How to change datatype of nested field in Mongo document?

My Mongo structure as below,

"topProcesses" : [
        {
            "cpuUtilizationPercent" : "0.0",
            "processId" : "1",
            "memoryUtilizationPercent" : "0.1",
            "command" : "init",
            "user" : "root"
        },
        {
            "cpuUtilizationPercent" : "0.0",
            "processId" : "2",
            "memoryUtilizationPercent" : "0.0",
            "command" : "kthreadd",
            "user" : "root"
        },
        {
            "cpuUtilizationPercent" : "0.0",
            "processId" : "3",
            "memoryUtilizationPercent" : "0.0",
            "command" : "ksoftirqd/0",
            "user" : "root"
        },
        {
            "cpuUtilizationPercent" : "0.0",
            "processId" : "5",
            "memoryUtilizationPercent" : "0.0",
            "command" : "kworker/0:+",
            "user" : "root"
        },
        {
            "cpuUtilizationPercent" : "0.0",
            "processId" : "6",
            "memoryUtilizationPercent" : "0.0",
            "command" : "kworker/u3+",
            "user" : "root"
        },
        {
            "cpuUtilizationPercent" : "0.0",
            "processId" : "8",
            "memoryUtilizationPercent" : "0.0",
            "command" : "rcu_sched",
            "user" : "root"
        } 
    ]

Now in above documents topProcesses.cpuUtilizationPercent is in string and I wanted to change topProcesses.cpuUtilizationPercent data type to Float. For this I tried below but it did not work

db.collectionName.find({
   "topProcesses":{"$exists":true}}).forEach(function(data){
    for(var ii=0;ii<data.topProcesses.length;ii++){
   db.collectionName.update({_id: data._id},{$set:{"topProcesses.$.cpuUtilizationPercent":parseFloat(data.topProcesses[ii].cpuUtilizationPercent)}},false,true);
  }
})

Can any one help how to changed string to float in nested Mongo documents


You are doing this the right way but you did not include the array element to match in the query portion of the .update():

db.collectionName.find({
   "topProcesses":{"$exists":true}}).forEach(function(data){
    for(var ii=0;ii<data.topProcesses.length;ii++) {
      db.collectionName.update(
         { 
             "_id": data._id, 
             "topProcesses.processId": data.topProcesses[ii].processId // corrected
         },
         {
             "$set": {
               "topProcesses.$.cpuUtilizationPercent":
                   parseFloat(data.topProcesses[ii].cpuUtilizationPercent)
             }
         }
      );
  }
})

So you need to match something in the array in order for the positional $ operator to have any effect.

You also could have just used the "index" value in the notation, since you are producing that in a loop anyway:

db.collectionName.find({
   "topProcesses":{"$exists":true}}).forEach(function(data){
    for(var ii=0;ii<data.topProcesses.length;ii++) {

      var updoc =  { 
          "$set": {}
      };

      var myKey = "topProcesses." + ii + ".cpuUtilizationPercent";
      updoc["$set"][myKey] = parseFloat(data.topProcesses[ii].cpuUtilizationPercent);

      db.collectionName.update(
         { 
             "_id": data._id
         },
         updoc
      );
  }
})

Which just uses the matching index and is handy where there is no unique identifier of the array element.

Also note that neither the "upsert" or "multi" options should apply here due to the nature of how this is processes existing documents.


Just as a "postscript" note to this, it is also worthwhile to consider the Bulk Operations API of MongoDB in versions from 2.6 and greater.

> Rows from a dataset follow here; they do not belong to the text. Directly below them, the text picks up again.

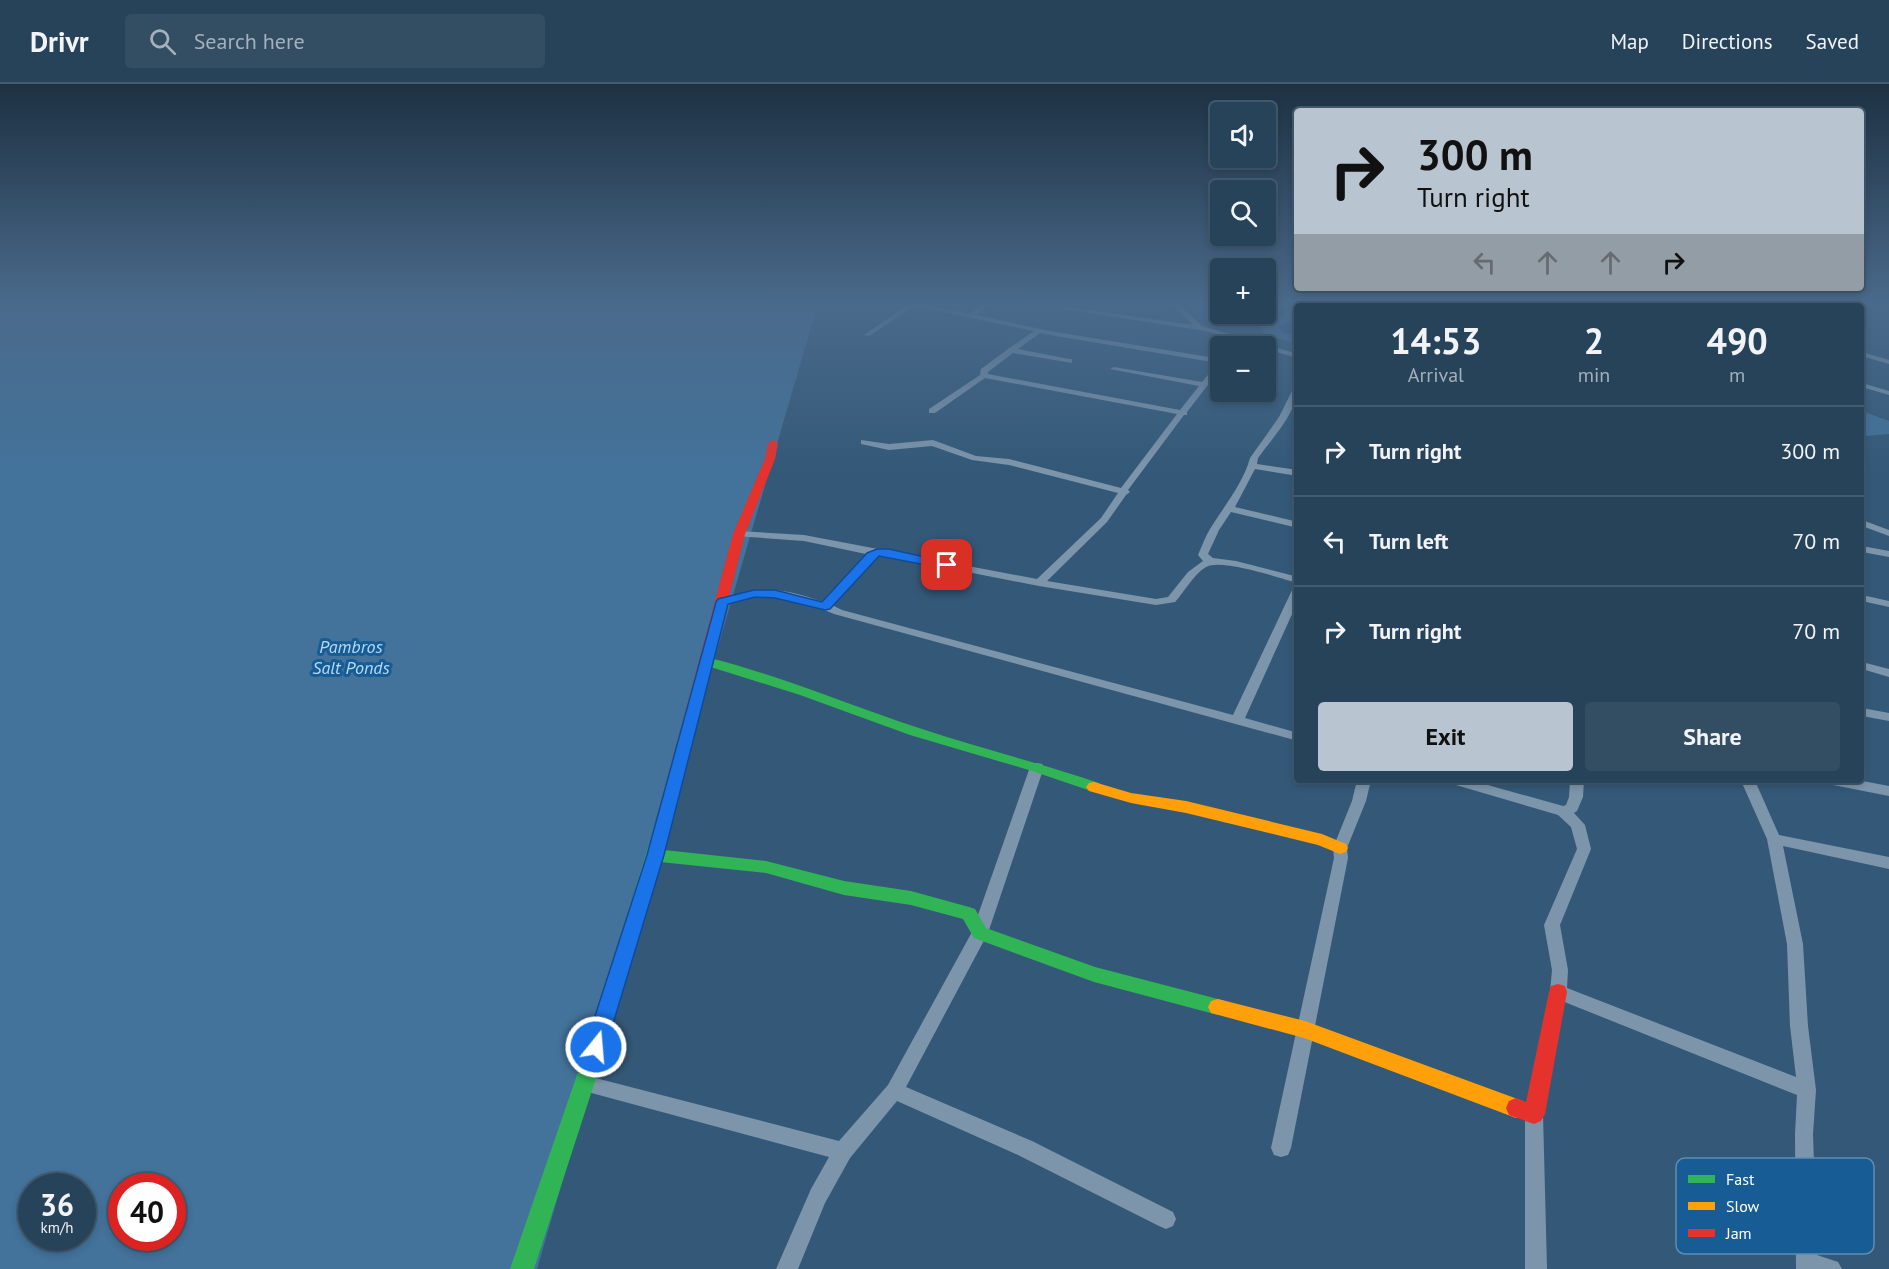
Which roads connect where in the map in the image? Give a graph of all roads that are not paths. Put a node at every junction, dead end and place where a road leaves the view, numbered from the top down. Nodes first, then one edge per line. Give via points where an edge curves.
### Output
1 (1000, 358) edge
2 (1055, 358) edge
3 (1069, 361) dead end
4 (1114, 369) dead end
5 (984, 376) junction
6 (1210, 378) edge
7 (1205, 385) junction
8 (1864, 386) edge
9 (1889, 393) edge
10 (1294, 396) edge
11 (932, 411) dead end
12 (1184, 413) junction
13 (864, 442) dead end
14 (773, 443) dead end
15 (1252, 466) junction
16 (1294, 472) edge
17 (1125, 492) junction
18 (1229, 509) junction
19 (1294, 524) edge
20 (1864, 525) edge
21 (1889, 533) edge
22 (739, 534) junction
23 (1864, 549) edge
24 (877, 553) junction
25 (1889, 554) edge
26 (1210, 561) junction
27 (1294, 579) edge
28 (1039, 583) junction
29 (1294, 597) edge
30 (1864, 598) edge
31 (722, 602) junction
32 (1889, 604) edge
33 (825, 606) junction
34 (706, 661) junction
35 (1864, 667) edge
36 (1889, 673) edge
37 (1864, 712) edge
38 (1889, 717) edge
39 (1237, 721) junction
40 (1294, 736) edge
41 (1037, 767) junction
42 (1363, 783) edge
43 (1464, 783) edge
44 (1577, 783) edge
45 (1749, 783) edge
46 (1848, 783) edge
47 (1889, 791) edge
48 (1563, 812) junction
49 (1774, 839) junction
50 (1340, 848) junction
51 (655, 855) junction
52 (1889, 863) edge
53 (980, 933) junction
54 (1558, 992) junction
55 (1305, 1030) junction
56 (584, 1083) junction
57 (1807, 1090) junction
58 (894, 1091) junction
59 (1534, 1114) junction
60 (1281, 1148) dead end
61 (843, 1151) junction
62 (1805, 1158) edge
63 (1166, 1219) dead end
64 (1807, 1266) edge
65 (522, 1269) edge
66 (787, 1269) edge
67 (1536, 1269) edge
68 (1831, 1269) edge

Using these API methods you can significantly reduce the amount of network traffic between your client application and the database. The obvious improvement here is in the overall speed:

var bulk = db.collectionName.initializeOrderedBulkOp();
var counter = 0;

db.collectionName.find({
   "topProcesses":{"$exists":true}}
).forEach(function(data){
    for(var ii=0;ii<data.topProcesses.length;ii++) {

      var updoc =  { 
          "$set": {}
      };

      var myKey = "topProcesses." + ii + ".cpuUtilizationPercent";
      updoc["$set"][myKey] = parseFloat(data.topProcesses[ii].cpuUtilizationPercent);

      // queue the update
      bulk.find({ "_id": data._id }).update(updoc);
      counter++;

      // Drain and re-initialize every 1000 update statements
      if ( counter % 1000 == 0 ) {
          bulk.execute();
          bulk = db.collectionName.initializeOrderedBulkOp();
      }
  }
})

// Add the rest in the queue
if ( counter % 1000 != 0 )
    bulk.execute();

This basically reduces the amount of operations statements sent to the sever to only sending once every 1000 queued operations. You can play with that number and how things are grouped but it will give a significant increase in speed in a relatively safe way.